Recall that in Java, string character offsets start at 0, and that the substring we extract does not include the character at the ending offset (this is all spelled out nicely in the Java String documentation). So effectively, in the above function we are saying “give me the substring of the #Cost_Centers variable from characters 4 through 7 (but not including 7).

A problem with this approach is that members with fewer characters could potentially cause a StringIndexOutOfBounds Java exception. For example, a level one member or parent to our cost center might be “Other”. Therefore when the substring method is called on “Other”, we are asking Java to give us characters that do not exist, and an exception is thrown.

I thought for awhile on what the best way to handle this is. There are a lot of ways I could go in terms of the code, but I decided that the best approach is one that won’t really affect the Drillbridge code much at all right now.

The decision to use a full-fledged expression language as the basis of Drillbridge token expressions has turned out to be quite fortuitous, and one of the things it affords us inside of Drillbridge expressions is the ability to write complex scripts that can handle this situation for us. One such way to guard against member names that are too short is to use the ternary operator.

Many programming languages support the ternary operator. It’s a compact way of representing an “if-else” construct. For example, consider this simple code:

if (stopped) {
    return "Red";
} else {
    return "Green";

In this case, the “stopped” variable is a boolean variable that is always one of either true or false. If the variable is true, our function returns the text “Red” and if the variable is false, our function returns the value “Green” (assume that the if block is contained within a function that returns a String value.

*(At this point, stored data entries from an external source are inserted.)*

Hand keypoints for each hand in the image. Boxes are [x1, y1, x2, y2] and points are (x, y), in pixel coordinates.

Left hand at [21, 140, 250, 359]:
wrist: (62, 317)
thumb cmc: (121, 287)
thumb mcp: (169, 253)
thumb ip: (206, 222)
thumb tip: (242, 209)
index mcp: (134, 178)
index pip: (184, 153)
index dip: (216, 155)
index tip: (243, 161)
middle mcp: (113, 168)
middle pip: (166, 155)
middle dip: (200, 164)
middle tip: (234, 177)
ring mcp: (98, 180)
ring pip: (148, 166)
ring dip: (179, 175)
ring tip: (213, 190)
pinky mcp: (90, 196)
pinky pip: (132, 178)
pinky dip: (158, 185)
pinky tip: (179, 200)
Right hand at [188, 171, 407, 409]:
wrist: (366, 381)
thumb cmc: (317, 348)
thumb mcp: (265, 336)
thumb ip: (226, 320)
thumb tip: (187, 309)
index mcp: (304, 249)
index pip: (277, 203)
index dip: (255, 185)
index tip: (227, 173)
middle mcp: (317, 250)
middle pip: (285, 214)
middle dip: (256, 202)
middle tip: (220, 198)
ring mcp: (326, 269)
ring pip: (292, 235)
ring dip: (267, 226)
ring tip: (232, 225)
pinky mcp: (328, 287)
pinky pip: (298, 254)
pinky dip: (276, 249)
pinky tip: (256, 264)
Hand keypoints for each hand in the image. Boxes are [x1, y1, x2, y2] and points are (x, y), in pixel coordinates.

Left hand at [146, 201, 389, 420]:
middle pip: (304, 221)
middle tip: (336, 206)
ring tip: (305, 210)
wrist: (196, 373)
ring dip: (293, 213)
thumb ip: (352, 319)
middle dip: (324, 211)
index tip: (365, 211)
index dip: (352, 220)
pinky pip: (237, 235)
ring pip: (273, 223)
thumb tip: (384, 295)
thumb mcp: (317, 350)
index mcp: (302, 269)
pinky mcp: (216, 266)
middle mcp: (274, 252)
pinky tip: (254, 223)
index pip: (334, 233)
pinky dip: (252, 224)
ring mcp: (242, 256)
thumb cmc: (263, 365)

This construct is so prevalent in computer programming that many languages support a way to compactly write this, using the ternary operator:

String colorText = stopped ? "Red" : "Green";

In the above example, the variable stopped gets evaluated and if true, the whole expression will evaluate to “Red” and if false, it’s “Green”. Then the String variable named colorText will get the value.

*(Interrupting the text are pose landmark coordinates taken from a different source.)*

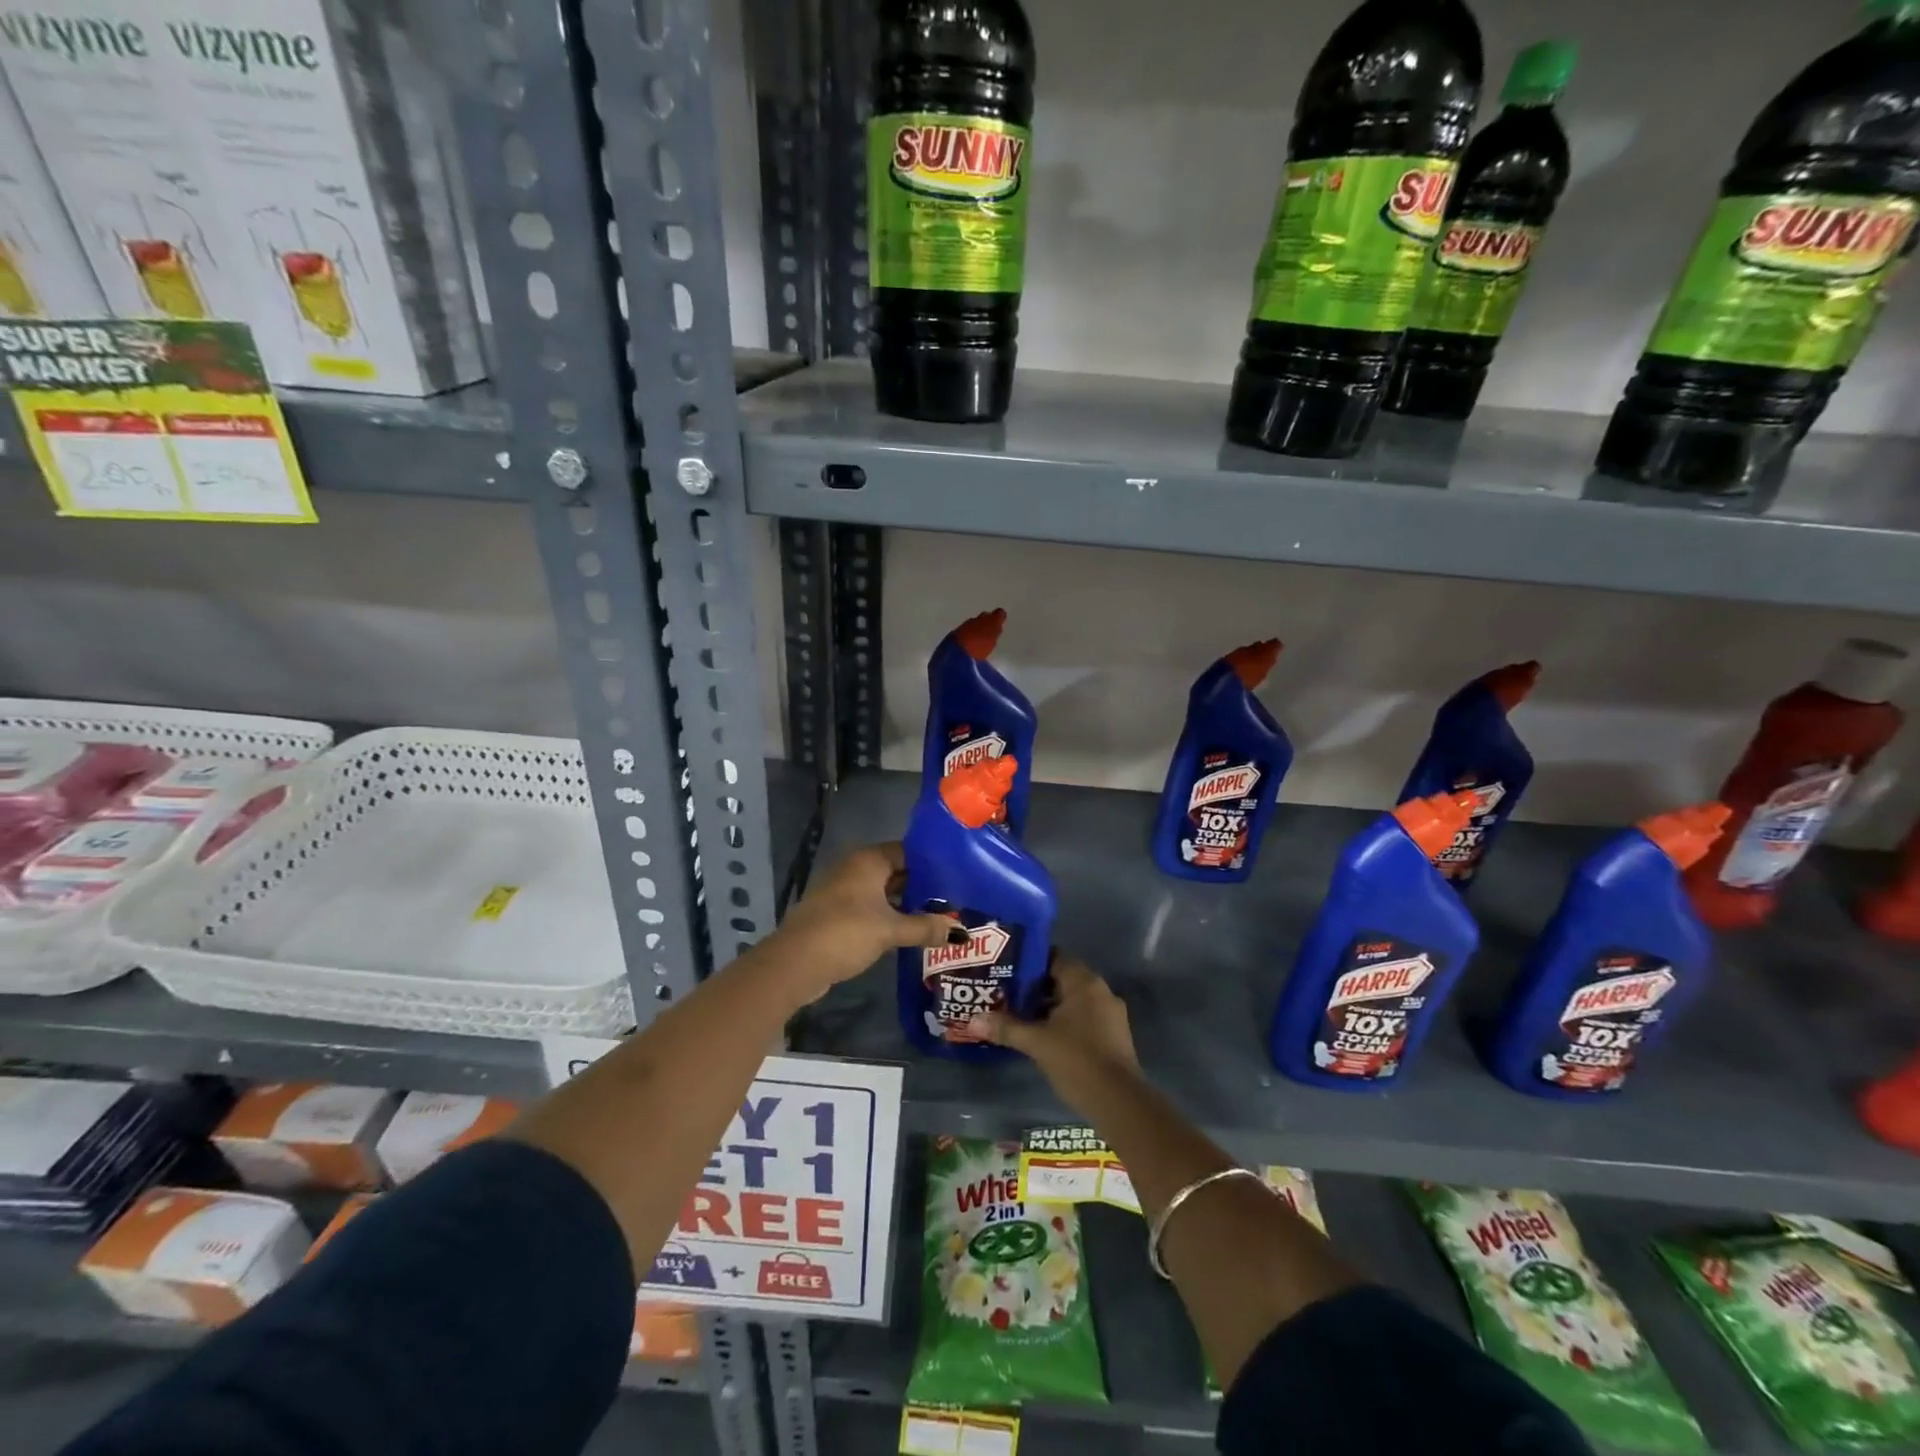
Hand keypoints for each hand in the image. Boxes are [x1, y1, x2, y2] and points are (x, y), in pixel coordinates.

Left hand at [775, 842, 956, 996]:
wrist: (795, 963)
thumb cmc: (845, 933)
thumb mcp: (890, 930)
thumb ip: (926, 928)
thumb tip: (962, 933)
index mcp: (868, 860)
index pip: (908, 852)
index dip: (933, 863)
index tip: (960, 876)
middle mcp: (856, 868)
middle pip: (897, 871)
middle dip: (923, 886)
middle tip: (956, 899)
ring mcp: (844, 892)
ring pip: (884, 892)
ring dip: (907, 904)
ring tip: (940, 916)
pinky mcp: (838, 914)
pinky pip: (872, 908)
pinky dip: (891, 917)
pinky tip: (911, 931)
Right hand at [971, 955, 1140, 1116]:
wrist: (1119, 1102)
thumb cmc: (1077, 1060)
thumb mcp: (1037, 1042)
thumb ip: (1006, 1028)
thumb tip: (972, 1020)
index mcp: (1084, 982)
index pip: (1053, 957)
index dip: (1028, 962)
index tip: (1005, 970)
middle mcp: (1100, 990)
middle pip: (1061, 978)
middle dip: (1034, 987)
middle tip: (1005, 993)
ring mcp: (1110, 1013)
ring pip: (1072, 1000)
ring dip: (1048, 1006)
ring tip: (1019, 1015)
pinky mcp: (1113, 1035)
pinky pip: (1083, 1017)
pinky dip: (1064, 1021)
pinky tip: (1043, 1036)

We can use this exact same construct inside of a Drillbridge token expression, thanks to the powerful expression language being used. Now consider this enhanced query example:

    SEGMENT2 = '{{
        "name":"Cost Centers", "expression" : "#Cost_Centers.length() >= 13 ? #Cost_Centers.substring(4, 7) : '~~ Cost Center name not long enough to parse ~~'", "sampleValue":"111-222-333-44"

Now we are checking the value of an expression first – checking the length of the incoming cost center. If it is at least 13 characters, then the return value of of the expression is safe to be figured out using the substring method. If the member fails the length test, then we return an arbitrary string, which in this case we have determined cannot match anything at all in the database, and therefore return nothing.

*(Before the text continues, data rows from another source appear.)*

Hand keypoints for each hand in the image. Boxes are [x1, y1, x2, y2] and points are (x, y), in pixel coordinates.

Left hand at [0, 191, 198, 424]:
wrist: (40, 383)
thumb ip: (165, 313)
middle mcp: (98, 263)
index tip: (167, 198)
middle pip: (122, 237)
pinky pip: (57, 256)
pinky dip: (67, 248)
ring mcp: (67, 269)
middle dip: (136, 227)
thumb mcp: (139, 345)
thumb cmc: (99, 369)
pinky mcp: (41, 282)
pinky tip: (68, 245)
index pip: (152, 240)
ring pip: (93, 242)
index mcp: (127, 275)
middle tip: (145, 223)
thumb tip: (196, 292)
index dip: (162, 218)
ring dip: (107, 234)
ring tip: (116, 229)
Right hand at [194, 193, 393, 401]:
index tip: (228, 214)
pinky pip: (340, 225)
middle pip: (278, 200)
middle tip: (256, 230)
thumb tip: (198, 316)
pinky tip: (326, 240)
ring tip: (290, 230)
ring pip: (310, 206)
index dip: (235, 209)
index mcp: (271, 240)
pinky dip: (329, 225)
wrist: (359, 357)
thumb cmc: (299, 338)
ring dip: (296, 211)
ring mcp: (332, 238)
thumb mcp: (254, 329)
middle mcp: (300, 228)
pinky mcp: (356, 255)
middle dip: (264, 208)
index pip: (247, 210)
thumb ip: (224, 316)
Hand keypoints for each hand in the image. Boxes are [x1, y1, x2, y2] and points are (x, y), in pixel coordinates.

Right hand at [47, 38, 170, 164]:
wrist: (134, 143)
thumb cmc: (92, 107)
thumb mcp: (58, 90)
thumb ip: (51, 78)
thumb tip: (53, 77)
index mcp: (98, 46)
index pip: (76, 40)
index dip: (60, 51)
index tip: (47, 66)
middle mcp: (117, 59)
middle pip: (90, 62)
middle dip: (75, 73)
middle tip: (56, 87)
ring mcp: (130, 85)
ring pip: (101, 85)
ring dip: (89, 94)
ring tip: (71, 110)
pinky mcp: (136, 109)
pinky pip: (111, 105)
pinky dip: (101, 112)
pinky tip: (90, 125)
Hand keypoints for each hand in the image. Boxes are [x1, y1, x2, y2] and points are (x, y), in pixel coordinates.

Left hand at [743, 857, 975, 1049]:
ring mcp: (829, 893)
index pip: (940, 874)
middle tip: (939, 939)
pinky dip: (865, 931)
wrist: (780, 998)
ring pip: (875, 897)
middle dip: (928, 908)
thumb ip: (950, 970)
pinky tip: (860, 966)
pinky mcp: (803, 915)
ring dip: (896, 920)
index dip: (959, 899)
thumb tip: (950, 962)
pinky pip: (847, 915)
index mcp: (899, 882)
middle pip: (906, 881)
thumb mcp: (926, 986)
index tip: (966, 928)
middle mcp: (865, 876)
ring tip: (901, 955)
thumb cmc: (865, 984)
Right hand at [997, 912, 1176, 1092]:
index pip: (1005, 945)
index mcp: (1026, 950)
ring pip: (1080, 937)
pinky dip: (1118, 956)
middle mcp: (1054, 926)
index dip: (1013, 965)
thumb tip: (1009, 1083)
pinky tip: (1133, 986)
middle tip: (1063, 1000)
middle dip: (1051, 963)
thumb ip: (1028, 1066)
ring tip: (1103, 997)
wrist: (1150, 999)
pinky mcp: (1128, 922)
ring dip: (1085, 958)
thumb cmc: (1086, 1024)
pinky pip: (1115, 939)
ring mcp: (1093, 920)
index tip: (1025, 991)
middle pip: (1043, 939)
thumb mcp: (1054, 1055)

This little trick can be used in situations where we need to parse out sub-strings from member names but might have some members that don’t fit the format we need. Also, thanks to Drillbridge’s inventive handling processing of multiple members with the drill-to-bottom feature, we can also use this to effectively filter out members from a list of members, such that we keep the ones we want and discard any others that we don’t need (for example, it’s not uncommon to have “non-conforming” member names for input members).